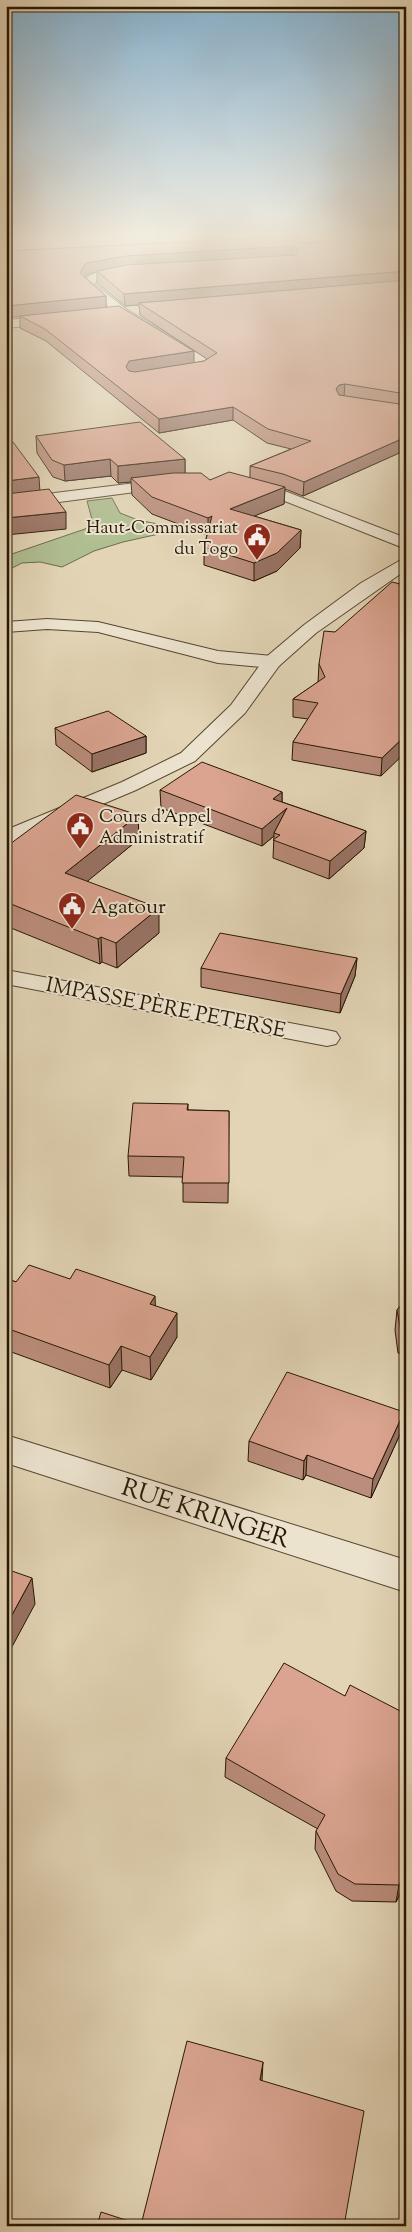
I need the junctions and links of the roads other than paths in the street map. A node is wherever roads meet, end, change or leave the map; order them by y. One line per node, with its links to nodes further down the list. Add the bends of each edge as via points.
1 (169, 341): 2 (street, via 208,365)
2 (164, 374)
3 (181, 483): 5 (street)
4 (235, 484): 6 (street, via 277,494)
5 (6, 504)
6 (406, 544)
7 (406, 562): 9 (street, via 310,629)
8 (6, 627): 9 (street, via 47,624 98,627 218,657)
9 (272, 662): 10 (street, via 238,710 188,757 129,786)
10 (6, 838)
11 (6, 977): 12 (street, IMPASSE PÈRE PETERSE)
12 (327, 1038)
13 (6, 1449): 14 (street, RUE KRINGER)
14 (406, 1576)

## Problem statement
Transcribe the material as is, with images omitted.

## Answer area
I need the junctions and links of the roads other than paths in the street map. A node is wherever roads meet, end, change or leave the map; order them by y. One line per node, with its links to nodes further down the list. Add the bends of each edge as via points.
1 (169, 341): 2 (street, via 208,365)
2 (164, 374)
3 (181, 483): 5 (street)
4 (235, 484): 6 (street, via 277,494)
5 (6, 504)
6 (406, 544)
7 (406, 562): 9 (street, via 310,629)
8 (6, 627): 9 (street, via 47,624 98,627 218,657)
9 (272, 662): 10 (street, via 238,710 188,757 129,786)
10 (6, 838)
11 (6, 977): 12 (street, IMPASSE PÈRE PETERSE)
12 (327, 1038)
13 (6, 1449): 14 (street, RUE KRINGER)
14 (406, 1576)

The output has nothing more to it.